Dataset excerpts

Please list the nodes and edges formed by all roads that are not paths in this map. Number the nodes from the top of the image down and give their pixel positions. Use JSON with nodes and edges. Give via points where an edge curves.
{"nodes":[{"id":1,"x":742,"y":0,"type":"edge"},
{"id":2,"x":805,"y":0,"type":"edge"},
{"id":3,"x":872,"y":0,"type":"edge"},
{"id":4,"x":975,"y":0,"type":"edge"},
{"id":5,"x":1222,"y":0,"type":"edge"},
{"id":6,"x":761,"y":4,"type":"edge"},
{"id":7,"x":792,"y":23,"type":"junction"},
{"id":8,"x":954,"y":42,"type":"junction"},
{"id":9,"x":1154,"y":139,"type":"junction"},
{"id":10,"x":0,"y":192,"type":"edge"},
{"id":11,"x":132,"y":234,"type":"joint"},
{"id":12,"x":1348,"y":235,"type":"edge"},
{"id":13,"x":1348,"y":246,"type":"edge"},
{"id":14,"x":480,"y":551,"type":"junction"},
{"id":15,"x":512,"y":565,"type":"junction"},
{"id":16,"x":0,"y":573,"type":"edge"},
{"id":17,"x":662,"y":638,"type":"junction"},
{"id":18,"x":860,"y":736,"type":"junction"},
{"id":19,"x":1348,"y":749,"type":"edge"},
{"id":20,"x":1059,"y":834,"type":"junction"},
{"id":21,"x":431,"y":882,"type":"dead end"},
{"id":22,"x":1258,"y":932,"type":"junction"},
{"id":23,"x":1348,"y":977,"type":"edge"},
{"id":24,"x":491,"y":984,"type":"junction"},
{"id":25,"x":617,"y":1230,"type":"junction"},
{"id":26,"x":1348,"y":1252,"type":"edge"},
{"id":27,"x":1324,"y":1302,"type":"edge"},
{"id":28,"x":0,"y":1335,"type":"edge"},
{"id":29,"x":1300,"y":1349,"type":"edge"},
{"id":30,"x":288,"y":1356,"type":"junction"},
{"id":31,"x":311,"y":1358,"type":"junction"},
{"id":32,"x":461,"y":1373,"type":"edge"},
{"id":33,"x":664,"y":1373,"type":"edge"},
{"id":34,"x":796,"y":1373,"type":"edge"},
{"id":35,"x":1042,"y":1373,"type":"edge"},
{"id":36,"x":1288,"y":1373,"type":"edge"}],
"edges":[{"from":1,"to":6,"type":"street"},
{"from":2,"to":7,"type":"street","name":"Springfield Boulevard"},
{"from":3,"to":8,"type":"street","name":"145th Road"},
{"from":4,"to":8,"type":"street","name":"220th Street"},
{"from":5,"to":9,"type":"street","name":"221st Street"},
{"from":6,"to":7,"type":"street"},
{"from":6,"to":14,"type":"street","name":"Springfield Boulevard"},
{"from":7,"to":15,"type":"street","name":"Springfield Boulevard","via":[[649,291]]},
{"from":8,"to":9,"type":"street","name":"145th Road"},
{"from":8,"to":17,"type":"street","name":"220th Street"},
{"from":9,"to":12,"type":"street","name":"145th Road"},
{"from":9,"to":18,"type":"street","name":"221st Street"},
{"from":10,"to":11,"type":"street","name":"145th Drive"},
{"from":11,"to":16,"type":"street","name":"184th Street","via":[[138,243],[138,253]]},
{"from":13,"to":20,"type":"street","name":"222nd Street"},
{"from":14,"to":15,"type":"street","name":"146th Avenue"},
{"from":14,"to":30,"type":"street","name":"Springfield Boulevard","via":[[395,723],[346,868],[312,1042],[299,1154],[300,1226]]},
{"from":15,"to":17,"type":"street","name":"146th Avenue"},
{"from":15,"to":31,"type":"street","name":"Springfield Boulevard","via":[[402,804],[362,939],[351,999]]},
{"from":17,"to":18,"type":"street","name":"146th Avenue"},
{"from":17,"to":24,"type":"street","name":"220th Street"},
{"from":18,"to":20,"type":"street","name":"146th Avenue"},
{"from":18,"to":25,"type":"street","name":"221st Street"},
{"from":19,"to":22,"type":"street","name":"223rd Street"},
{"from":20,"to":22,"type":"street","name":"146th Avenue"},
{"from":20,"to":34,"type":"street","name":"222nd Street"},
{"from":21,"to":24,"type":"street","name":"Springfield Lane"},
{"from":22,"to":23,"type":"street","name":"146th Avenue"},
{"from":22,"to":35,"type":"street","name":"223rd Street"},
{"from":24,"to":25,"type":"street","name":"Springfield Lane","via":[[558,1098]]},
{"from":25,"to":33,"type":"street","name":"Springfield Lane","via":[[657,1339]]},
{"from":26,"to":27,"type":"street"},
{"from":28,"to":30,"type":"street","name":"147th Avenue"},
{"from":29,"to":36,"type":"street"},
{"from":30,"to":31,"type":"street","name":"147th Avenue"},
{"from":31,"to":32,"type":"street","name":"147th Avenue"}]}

EXERCISE PROMPT —
Print the entries above exactly as they were written, down to the last line.

SOLUTION TO THIS PROBLEM —
Please list the nodes and edges formed by all roads that are not paths in this map. Number the nodes from the top of the image down and give their pixel positions. Use JSON with nodes and edges. Give via points where an edge curves.
{"nodes":[{"id":1,"x":742,"y":0,"type":"edge"},
{"id":2,"x":805,"y":0,"type":"edge"},
{"id":3,"x":872,"y":0,"type":"edge"},
{"id":4,"x":975,"y":0,"type":"edge"},
{"id":5,"x":1222,"y":0,"type":"edge"},
{"id":6,"x":761,"y":4,"type":"edge"},
{"id":7,"x":792,"y":23,"type":"junction"},
{"id":8,"x":954,"y":42,"type":"junction"},
{"id":9,"x":1154,"y":139,"type":"junction"},
{"id":10,"x":0,"y":192,"type":"edge"},
{"id":11,"x":132,"y":234,"type":"joint"},
{"id":12,"x":1348,"y":235,"type":"edge"},
{"id":13,"x":1348,"y":246,"type":"edge"},
{"id":14,"x":480,"y":551,"type":"junction"},
{"id":15,"x":512,"y":565,"type":"junction"},
{"id":16,"x":0,"y":573,"type":"edge"},
{"id":17,"x":662,"y":638,"type":"junction"},
{"id":18,"x":860,"y":736,"type":"junction"},
{"id":19,"x":1348,"y":749,"type":"edge"},
{"id":20,"x":1059,"y":834,"type":"junction"},
{"id":21,"x":431,"y":882,"type":"dead end"},
{"id":22,"x":1258,"y":932,"type":"junction"},
{"id":23,"x":1348,"y":977,"type":"edge"},
{"id":24,"x":491,"y":984,"type":"junction"},
{"id":25,"x":617,"y":1230,"type":"junction"},
{"id":26,"x":1348,"y":1252,"type":"edge"},
{"id":27,"x":1324,"y":1302,"type":"edge"},
{"id":28,"x":0,"y":1335,"type":"edge"},
{"id":29,"x":1300,"y":1349,"type":"edge"},
{"id":30,"x":288,"y":1356,"type":"junction"},
{"id":31,"x":311,"y":1358,"type":"junction"},
{"id":32,"x":461,"y":1373,"type":"edge"},
{"id":33,"x":664,"y":1373,"type":"edge"},
{"id":34,"x":796,"y":1373,"type":"edge"},
{"id":35,"x":1042,"y":1373,"type":"edge"},
{"id":36,"x":1288,"y":1373,"type":"edge"}],
"edges":[{"from":1,"to":6,"type":"street"},
{"from":2,"to":7,"type":"street","name":"Springfield Boulevard"},
{"from":3,"to":8,"type":"street","name":"145th Road"},
{"from":4,"to":8,"type":"street","name":"220th Street"},
{"from":5,"to":9,"type":"street","name":"221st Street"},
{"from":6,"to":7,"type":"street"},
{"from":6,"to":14,"type":"street","name":"Springfield Boulevard"},
{"from":7,"to":15,"type":"street","name":"Springfield Boulevard","via":[[649,291]]},
{"from":8,"to":9,"type":"street","name":"145th Road"},
{"from":8,"to":17,"type":"street","name":"220th Street"},
{"from":9,"to":12,"type":"street","name":"145th Road"},
{"from":9,"to":18,"type":"street","name":"221st Street"},
{"from":10,"to":11,"type":"street","name":"145th Drive"},
{"from":11,"to":16,"type":"street","name":"184th Street","via":[[138,243],[138,253]]},
{"from":13,"to":20,"type":"street","name":"222nd Street"},
{"from":14,"to":15,"type":"street","name":"146th Avenue"},
{"from":14,"to":30,"type":"street","name":"Springfield Boulevard","via":[[395,723],[346,868],[312,1042],[299,1154],[300,1226]]},
{"from":15,"to":17,"type":"street","name":"146th Avenue"},
{"from":15,"to":31,"type":"street","name":"Springfield Boulevard","via":[[402,804],[362,939],[351,999]]},
{"from":17,"to":18,"type":"street","name":"146th Avenue"},
{"from":17,"to":24,"type":"street","name":"220th Street"},
{"from":18,"to":20,"type":"street","name":"146th Avenue"},
{"from":18,"to":25,"type":"street","name":"221st Street"},
{"from":19,"to":22,"type":"street","name":"223rd Street"},
{"from":20,"to":22,"type":"street","name":"146th Avenue"},
{"from":20,"to":34,"type":"street","name":"222nd Street"},
{"from":21,"to":24,"type":"street","name":"Springfield Lane"},
{"from":22,"to":23,"type":"street","name":"146th Avenue"},
{"from":22,"to":35,"type":"street","name":"223rd Street"},
{"from":24,"to":25,"type":"street","name":"Springfield Lane","via":[[558,1098]]},
{"from":25,"to":33,"type":"street","name":"Springfield Lane","via":[[657,1339]]},
{"from":26,"to":27,"type":"street"},
{"from":28,"to":30,"type":"street","name":"147th Avenue"},
{"from":29,"to":36,"type":"street"},
{"from":30,"to":31,"type":"street","name":"147th Avenue"},
{"from":31,"to":32,"type":"street","name":"147th Avenue"}]}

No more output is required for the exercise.